**Material provided:**
________________________________________
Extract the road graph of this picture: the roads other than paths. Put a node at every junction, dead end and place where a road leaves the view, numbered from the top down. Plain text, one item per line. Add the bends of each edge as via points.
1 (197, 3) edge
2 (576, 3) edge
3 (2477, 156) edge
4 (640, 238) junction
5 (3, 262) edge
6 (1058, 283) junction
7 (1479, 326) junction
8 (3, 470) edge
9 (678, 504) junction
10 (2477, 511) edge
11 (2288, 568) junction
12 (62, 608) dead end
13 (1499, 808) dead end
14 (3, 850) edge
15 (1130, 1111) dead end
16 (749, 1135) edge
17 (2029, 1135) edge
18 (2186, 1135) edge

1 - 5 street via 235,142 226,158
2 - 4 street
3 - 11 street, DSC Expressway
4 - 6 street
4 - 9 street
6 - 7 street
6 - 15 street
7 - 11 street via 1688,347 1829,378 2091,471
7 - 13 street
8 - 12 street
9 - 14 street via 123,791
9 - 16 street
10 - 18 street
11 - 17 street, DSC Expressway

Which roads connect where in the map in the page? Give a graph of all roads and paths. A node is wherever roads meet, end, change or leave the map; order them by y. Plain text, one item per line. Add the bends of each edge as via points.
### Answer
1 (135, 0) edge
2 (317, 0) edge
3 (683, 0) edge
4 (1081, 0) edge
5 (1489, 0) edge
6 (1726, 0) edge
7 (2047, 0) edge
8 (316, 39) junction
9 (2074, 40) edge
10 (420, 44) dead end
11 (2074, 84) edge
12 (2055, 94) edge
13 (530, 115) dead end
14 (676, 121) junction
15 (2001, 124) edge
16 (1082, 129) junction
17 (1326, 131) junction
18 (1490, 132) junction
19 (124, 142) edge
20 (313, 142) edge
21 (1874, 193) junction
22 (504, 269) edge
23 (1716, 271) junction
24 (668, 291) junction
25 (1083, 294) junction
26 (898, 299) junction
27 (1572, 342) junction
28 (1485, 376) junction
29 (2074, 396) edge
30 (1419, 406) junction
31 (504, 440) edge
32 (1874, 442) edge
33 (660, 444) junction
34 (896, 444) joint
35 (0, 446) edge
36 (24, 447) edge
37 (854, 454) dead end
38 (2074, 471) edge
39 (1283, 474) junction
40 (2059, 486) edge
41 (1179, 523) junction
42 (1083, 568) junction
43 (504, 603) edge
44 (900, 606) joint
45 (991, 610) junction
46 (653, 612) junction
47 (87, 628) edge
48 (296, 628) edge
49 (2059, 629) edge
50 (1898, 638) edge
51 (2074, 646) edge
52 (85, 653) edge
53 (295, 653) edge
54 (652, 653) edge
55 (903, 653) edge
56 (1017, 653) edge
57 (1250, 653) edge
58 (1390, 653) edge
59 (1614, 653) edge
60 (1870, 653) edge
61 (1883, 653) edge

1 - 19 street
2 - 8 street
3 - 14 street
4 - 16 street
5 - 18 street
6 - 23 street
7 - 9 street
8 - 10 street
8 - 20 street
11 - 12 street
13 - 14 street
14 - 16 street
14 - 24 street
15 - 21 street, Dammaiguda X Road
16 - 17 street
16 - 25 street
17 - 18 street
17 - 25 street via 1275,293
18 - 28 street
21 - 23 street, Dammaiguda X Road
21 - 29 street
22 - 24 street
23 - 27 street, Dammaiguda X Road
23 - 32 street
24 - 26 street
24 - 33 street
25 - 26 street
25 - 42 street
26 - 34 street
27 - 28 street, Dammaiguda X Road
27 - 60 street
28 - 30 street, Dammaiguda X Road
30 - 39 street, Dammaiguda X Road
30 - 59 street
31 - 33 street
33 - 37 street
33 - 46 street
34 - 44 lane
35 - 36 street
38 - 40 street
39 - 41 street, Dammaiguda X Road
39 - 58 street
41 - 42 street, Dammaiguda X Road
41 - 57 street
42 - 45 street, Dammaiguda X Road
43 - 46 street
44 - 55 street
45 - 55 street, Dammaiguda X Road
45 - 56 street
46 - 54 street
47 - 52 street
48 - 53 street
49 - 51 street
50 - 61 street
________________________________________
**What you should do:** Could you transcribe every entry exactly, without altering anything?

**Response below:**
Extract the road graph of this picture: the roads other than paths. Put a node at every junction, dead end and place where a road leaves the view, numbered from the top down. Plain text, one item per line. Add the bends of each edge as via points.
1 (197, 3) edge
2 (576, 3) edge
3 (2477, 156) edge
4 (640, 238) junction
5 (3, 262) edge
6 (1058, 283) junction
7 (1479, 326) junction
8 (3, 470) edge
9 (678, 504) junction
10 (2477, 511) edge
11 (2288, 568) junction
12 (62, 608) dead end
13 (1499, 808) dead end
14 (3, 850) edge
15 (1130, 1111) dead end
16 (749, 1135) edge
17 (2029, 1135) edge
18 (2186, 1135) edge

1 - 5 street via 235,142 226,158
2 - 4 street
3 - 11 street, DSC Expressway
4 - 6 street
4 - 9 street
6 - 7 street
6 - 15 street
7 - 11 street via 1688,347 1829,378 2091,471
7 - 13 street
8 - 12 street
9 - 14 street via 123,791
9 - 16 street
10 - 18 street
11 - 17 street, DSC Expressway

Which roads connect where in the map in the page? Give a graph of all roads and paths. A node is wherever roads meet, end, change or leave the map; order them by y. Plain text, one item per line. Add the bends of each edge as via points.
### Answer
1 (135, 0) edge
2 (317, 0) edge
3 (683, 0) edge
4 (1081, 0) edge
5 (1489, 0) edge
6 (1726, 0) edge
7 (2047, 0) edge
8 (316, 39) junction
9 (2074, 40) edge
10 (420, 44) dead end
11 (2074, 84) edge
12 (2055, 94) edge
13 (530, 115) dead end
14 (676, 121) junction
15 (2001, 124) edge
16 (1082, 129) junction
17 (1326, 131) junction
18 (1490, 132) junction
19 (124, 142) edge
20 (313, 142) edge
21 (1874, 193) junction
22 (504, 269) edge
23 (1716, 271) junction
24 (668, 291) junction
25 (1083, 294) junction
26 (898, 299) junction
27 (1572, 342) junction
28 (1485, 376) junction
29 (2074, 396) edge
30 (1419, 406) junction
31 (504, 440) edge
32 (1874, 442) edge
33 (660, 444) junction
34 (896, 444) joint
35 (0, 446) edge
36 (24, 447) edge
37 (854, 454) dead end
38 (2074, 471) edge
39 (1283, 474) junction
40 (2059, 486) edge
41 (1179, 523) junction
42 (1083, 568) junction
43 (504, 603) edge
44 (900, 606) joint
45 (991, 610) junction
46 (653, 612) junction
47 (87, 628) edge
48 (296, 628) edge
49 (2059, 629) edge
50 (1898, 638) edge
51 (2074, 646) edge
52 (85, 653) edge
53 (295, 653) edge
54 (652, 653) edge
55 (903, 653) edge
56 (1017, 653) edge
57 (1250, 653) edge
58 (1390, 653) edge
59 (1614, 653) edge
60 (1870, 653) edge
61 (1883, 653) edge

1 - 19 street
2 - 8 street
3 - 14 street
4 - 16 street
5 - 18 street
6 - 23 street
7 - 9 street
8 - 10 street
8 - 20 street
11 - 12 street
13 - 14 street
14 - 16 street
14 - 24 street
15 - 21 street, Dammaiguda X Road
16 - 17 street
16 - 25 street
17 - 18 street
17 - 25 street via 1275,293
18 - 28 street
21 - 23 street, Dammaiguda X Road
21 - 29 street
22 - 24 street
23 - 27 street, Dammaiguda X Road
23 - 32 street
24 - 26 street
24 - 33 street
25 - 26 street
25 - 42 street
26 - 34 street
27 - 28 street, Dammaiguda X Road
27 - 60 street
28 - 30 street, Dammaiguda X Road
30 - 39 street, Dammaiguda X Road
30 - 59 street
31 - 33 street
33 - 37 street
33 - 46 street
34 - 44 lane
35 - 36 street
38 - 40 street
39 - 41 street, Dammaiguda X Road
39 - 58 street
41 - 42 street, Dammaiguda X Road
41 - 57 street
42 - 45 street, Dammaiguda X Road
43 - 46 street
44 - 55 street
45 - 55 street, Dammaiguda X Road
45 - 56 street
46 - 54 street
47 - 52 street
48 - 53 street
49 - 51 street
50 - 61 street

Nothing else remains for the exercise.